> [TASK INSTRUCTIONS]: Each entry is to be restated word for word, with nothing omitted.

### DATA PROVIDED ###

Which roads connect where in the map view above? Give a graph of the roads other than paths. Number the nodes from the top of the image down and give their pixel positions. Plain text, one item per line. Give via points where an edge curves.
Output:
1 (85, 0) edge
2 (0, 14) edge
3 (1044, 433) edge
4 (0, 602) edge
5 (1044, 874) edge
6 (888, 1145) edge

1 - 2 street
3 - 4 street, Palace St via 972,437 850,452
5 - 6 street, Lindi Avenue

###

> [EXPECTED ANSWER]:
Which roads connect where in the map view above? Give a graph of the roads other than paths. Number the nodes from the top of the image down and give their pixel positions. Plain text, one item per line. Give via points where an edge curves.
Output:
1 (85, 0) edge
2 (0, 14) edge
3 (1044, 433) edge
4 (0, 602) edge
5 (1044, 874) edge
6 (888, 1145) edge

1 - 2 street
3 - 4 street, Palace St via 972,437 850,452
5 - 6 street, Lindi Avenue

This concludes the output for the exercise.